Phoenix Film Festival Review: WON’T YOU BE MY NEIGHBOR?

Fred Rogers is the most identifiable man to ever work in children’s television and maybe in all of television history. From his iconic sweaters to his calm, relaxed voice and demeanor, he was an unparalleled figure in children’s programming. An ordained Presbyterian minister, he took his ability to communicate with kids, as well as revolutionary thinking in child psychology, and crafted a show that was his ministry without being exclusive or explicitly Christian. His show was revolutionary and ahead of its time in advocating for social justice causes and equality.

So how do you make a film about the life of a man who pretty much everyone agrees is one of the most unimpeachable human beings who ever lived? How do you separate the man from the myth when they’re, for all intents and purposes, one and the same? The answer, as Won’t You Be My Neighbor? shows us, is to lean hard into the fundamental goodness of its subject and promoting him as a paragon against a rising tide of bigotry and spite.

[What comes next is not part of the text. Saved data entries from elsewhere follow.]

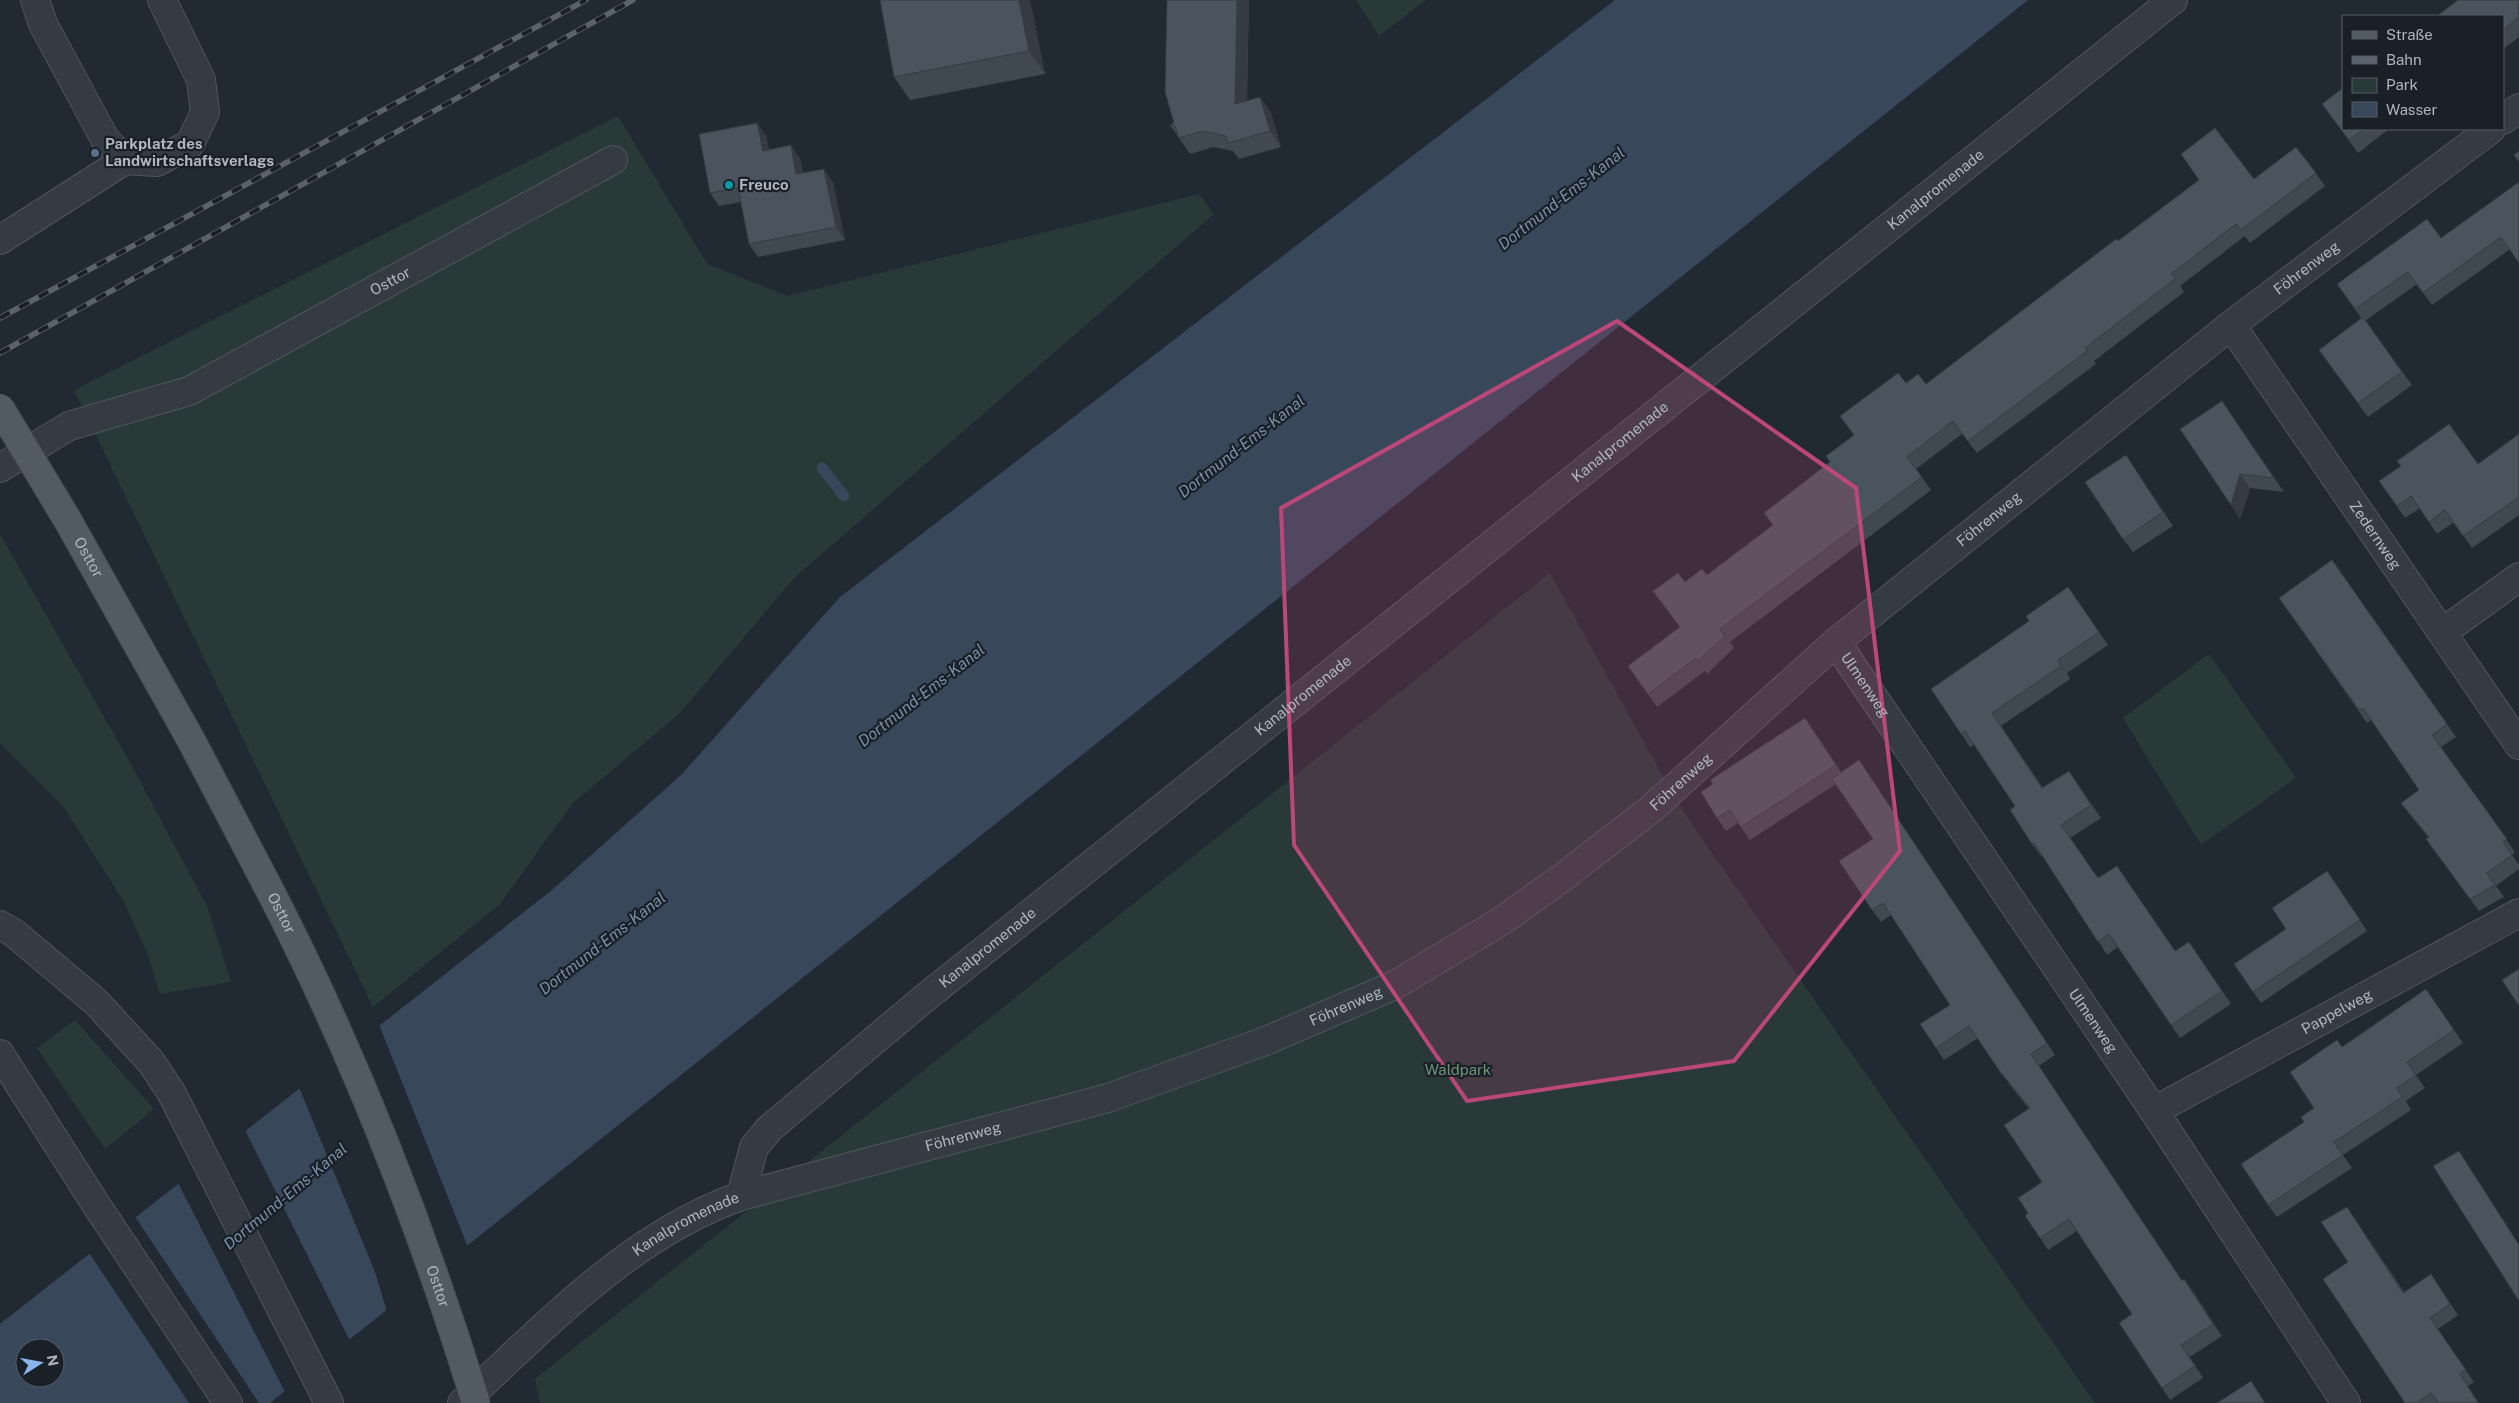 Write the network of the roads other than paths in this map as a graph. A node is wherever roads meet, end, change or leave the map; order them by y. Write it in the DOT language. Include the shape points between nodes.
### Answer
graph roads {
  1 [pos="35,0"];
  2 [pos="162,0"];
  3 [pos="2173,0"];
  4 [pos="2519,108"];
  5 [pos="2504,119"];
  6 [pos="2490,130"];
  7 [pos="125,160"];
  8 [pos="613,160"];
  9 [pos="0,240"];
  10 [pos="2231,325"];
  11 [pos="0,408"];
  12 [pos="0,468"];
  13 [pos="2519,577"];
  14 [pos="2443,632"];
  15 [pos="1836,642"];
  16 [pos="2519,745"];
  17 [pos="2519,913"];
  18 [pos="0,925"];
  19 [pos="0,1054"];
  20 [pos="2154,1112"];
  21 [pos="741,1196"];
  22 [pos="228,1403"];
  23 [pos="329,1403"];
  24 [pos="462,1403"];
  25 [pos="476,1403"];
  26 [pos="2346,1403"];
  1 -- 7 [label="street" via="43,24 105,139"];
  2 -- 7 [label="street" via="201,80 205,112 190,144 156,162"];
  3 -- 21 [label="street, Kanalpromenade" via="926,997 770,1128 754,1147"];
  4 -- 5 [label="street"];
  6 -- 10 [label="street, Föhrenweg"];
  7 -- 9 [label="street"];
  8 -- 12 [label="street, Osttor" via="189,391 69,426"];
  10 -- 14 [label="street, Zedernweg"];
  10 -- 15 [label="street, Föhrenweg"];
  11 -- 25 [label="main road, Osttor, bridge" via="67,519 191,740 265,881 334,1024 421,1237"];
  13 -- 14 [label="street"];
  14 -- 16 [label="street, Zedernweg"];
  15 -- 20 [label="street, Ulmenweg"];
  15 -- 21 [label="street, Föhrenweg" via="1650,809 1560,880 1500,922 1395,985 1268,1040 1108,1098"];
  17 -- 20 [label="street, Pappelweg"];
  18 -- 23 [label="street" via="96,1002 151,1062 171,1092"];
  19 -- 22 [label="street"];
  20 -- 26 [label="street, Ulmenweg"];
  21 -- 24 [label="street, Kanalpromenade" via="706,1208 675,1224 597,1279"];
} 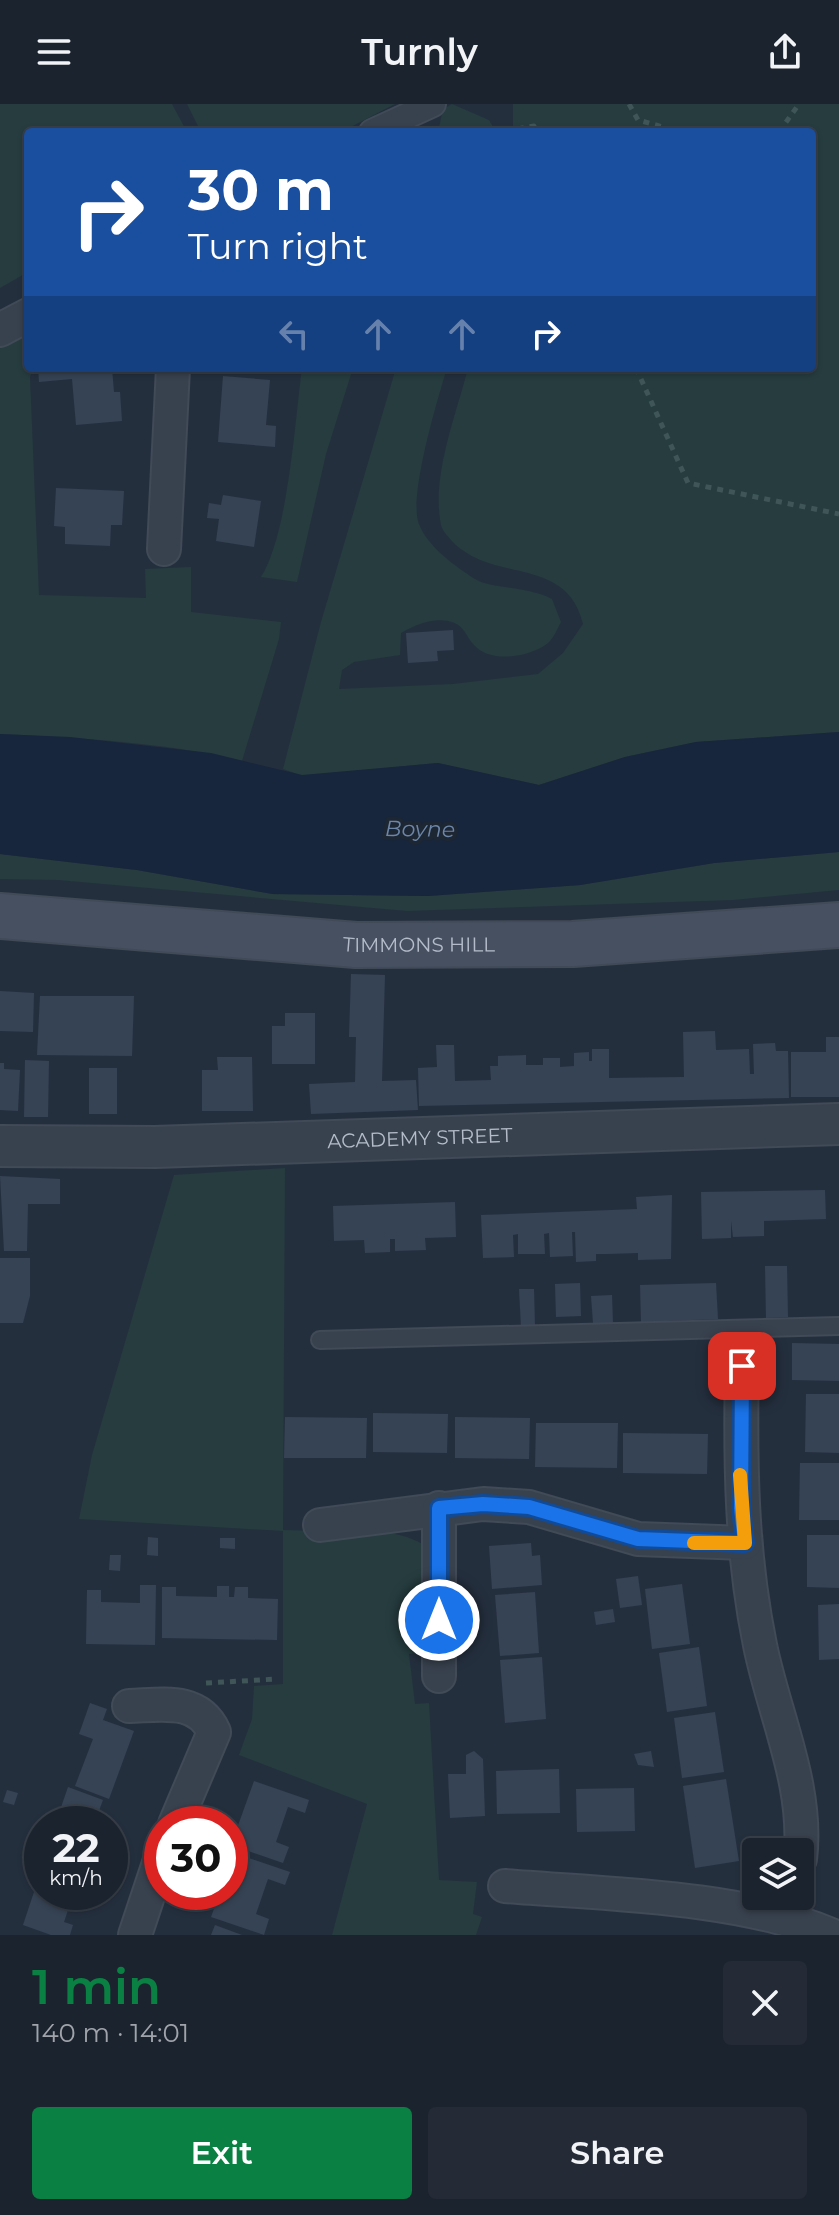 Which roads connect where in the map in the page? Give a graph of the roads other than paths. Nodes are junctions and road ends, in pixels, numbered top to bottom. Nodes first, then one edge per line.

Make no mistake, Won’t You Be My Neighbor? is a film that could only have come out in 2018.  It is never made explicit, but Fred Rogers is absolutely being shown in the film as the antithesis to the MAGA crowd. A Presbytrian minister who truly believed that the least among us were equal in the eyes of God. A man who used his show to promote racial harmony and pro-equality viewpoints, communicate hard truths to kids struggling to understand the world around them, and most importantly, advocate for the education and mental well-being of children.

He was a man who spent most of his entire life dedicated to childhood educational causes. He abandoned his initial calling as a minister because he felt he could connect with children more than he could a congregation. He wanted to provide a slow, peaceful, and focused contrast to what he saw in the children’s programming of the time. He studied with the same minds that would revolutionize childhood psychology in the 60’s and 70’s. With low production values, cheap puppets, and a kindly older man in a sweater he managed to create not only a children’s show that would last for more than three decades, but one that would help save public broadcast television for decades beyond.

If there’s a flaw to Won’t You Be My Neighbor?, it’s that it often comes off as hagiographical. The film never finds a real conflict or darkness to center the film on. Instead, it presents a view of Mr. Rogers as he appeared to be, the soft spoken, genial man who just loved kids with his whole heart and longed for them to be taken as seriously as he felt they deserved to be. There’s no mystery here — the film shows us the Fred Rogers we know, and reveals that, as far as anyone involved knew, he was that man behind the scenes as well. The only moment where Rogers is portrayed as anything less than a saint is his complicated relationship with François Clemmons, the gay actor who portrayed Officer Clemmons on the show. Yet even this relationship is mended by the film’s end, which allows for us to continue to feel the warm and fuzzies without needing to qualify our admiration.

Which, in essence, is what Won’t You Be My Neighbor? is all about. It’s not asking challenging questions or solving a complex riddle. It wants to remind audiences of who Mr. Rogers is, why he was important, and how we should emulate and reflect on his legacy of shaping the minds and hearts of millions of children. Mister Rogers’ Neighborhood didn’t shy away from speaking about the Robert Kennedy assassination a mere months after the show began, and Fred gave one of his final public appearances to speak to the nation, particularly its children, about the events of September 11, 2001. He was a pillar in the American consciousness and the man that we turned to to explain difficult things to our children when our own words fail us. And while it might not be illuminating or revelatory, Won’t You Be My Neighbor? captures the spirit of that Fred Rogers. The man we needed — and the type of man we might just still need.